To  SPR Therapeutics CEO Maria Bennett, the real issue with prevention lies in cost and convincing insurers the tech is worth the extra price tag. SPR’s SPRINT tech could eliminate the need for opioids for some patients. But while the device is proven to be effective and has been FDA-approved, the real issue is that insurers don’t want to pay for it.

“How can we justify the cost from a payer perspective?” said Bennett. “We need to ensure we’re publishing good data to provide to insurance companies that validate the cost of the device.”

“Opioids are cheap, and it always comes down to the money,” said Dye. “Doing therapy for six months isn’t as cheap as handing someone medication.”

That’s the biggest obstacle to overcome, said Dye. We need to be working on policies and education to demonstrate that alternative treatments cost the insurer less in the long run and is better for the patient. This could be accomplished by incentivizing providers and insurers who prescribe these alternatives.

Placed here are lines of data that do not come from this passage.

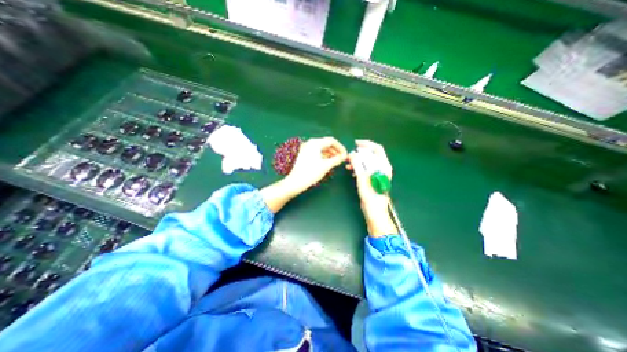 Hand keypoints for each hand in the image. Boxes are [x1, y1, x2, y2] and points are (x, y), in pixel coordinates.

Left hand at [284, 136, 347, 192]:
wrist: (296, 181)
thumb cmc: (311, 172)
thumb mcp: (326, 166)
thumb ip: (337, 159)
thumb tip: (344, 156)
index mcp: (315, 143)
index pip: (332, 141)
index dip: (340, 147)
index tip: (345, 155)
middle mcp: (310, 143)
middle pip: (326, 144)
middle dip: (335, 151)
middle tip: (342, 159)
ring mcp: (306, 148)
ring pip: (322, 148)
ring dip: (330, 154)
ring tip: (336, 161)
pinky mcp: (304, 154)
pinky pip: (317, 152)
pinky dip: (324, 156)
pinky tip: (328, 162)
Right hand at [348, 139, 395, 235]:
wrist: (375, 212)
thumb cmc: (371, 196)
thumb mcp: (363, 179)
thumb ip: (358, 165)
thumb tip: (352, 154)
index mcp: (383, 166)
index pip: (377, 149)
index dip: (366, 144)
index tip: (356, 144)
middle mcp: (382, 168)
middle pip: (371, 155)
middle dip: (359, 153)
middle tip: (349, 156)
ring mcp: (377, 174)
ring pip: (367, 162)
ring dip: (357, 161)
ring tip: (348, 164)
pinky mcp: (372, 180)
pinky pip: (365, 169)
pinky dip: (358, 168)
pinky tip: (352, 171)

Further, it’s time the government made the switch to treat addiction as a mental health illness, explained Dye. For example, detox is necessary to help patients get off these addictive drugs, but long-term care is equally important.

Further, administrators must also be careful not to come up with great solutions, without input from the providers who will be enacting these changes, said Dye.

Kelly notes that a lot of efforts are out there to combat this pressing issue: PR campaigns, education, mental health funding and addiction treatment -- among others.

“But these are all high-cost interventions, but most are downstream of the problem,” said Kelly. “If you can prevent overprescribing and abuse -- prior to addiction -- it can have a really strong effect. And we’ll get more bang for the buck… Prevention rather than treatment.”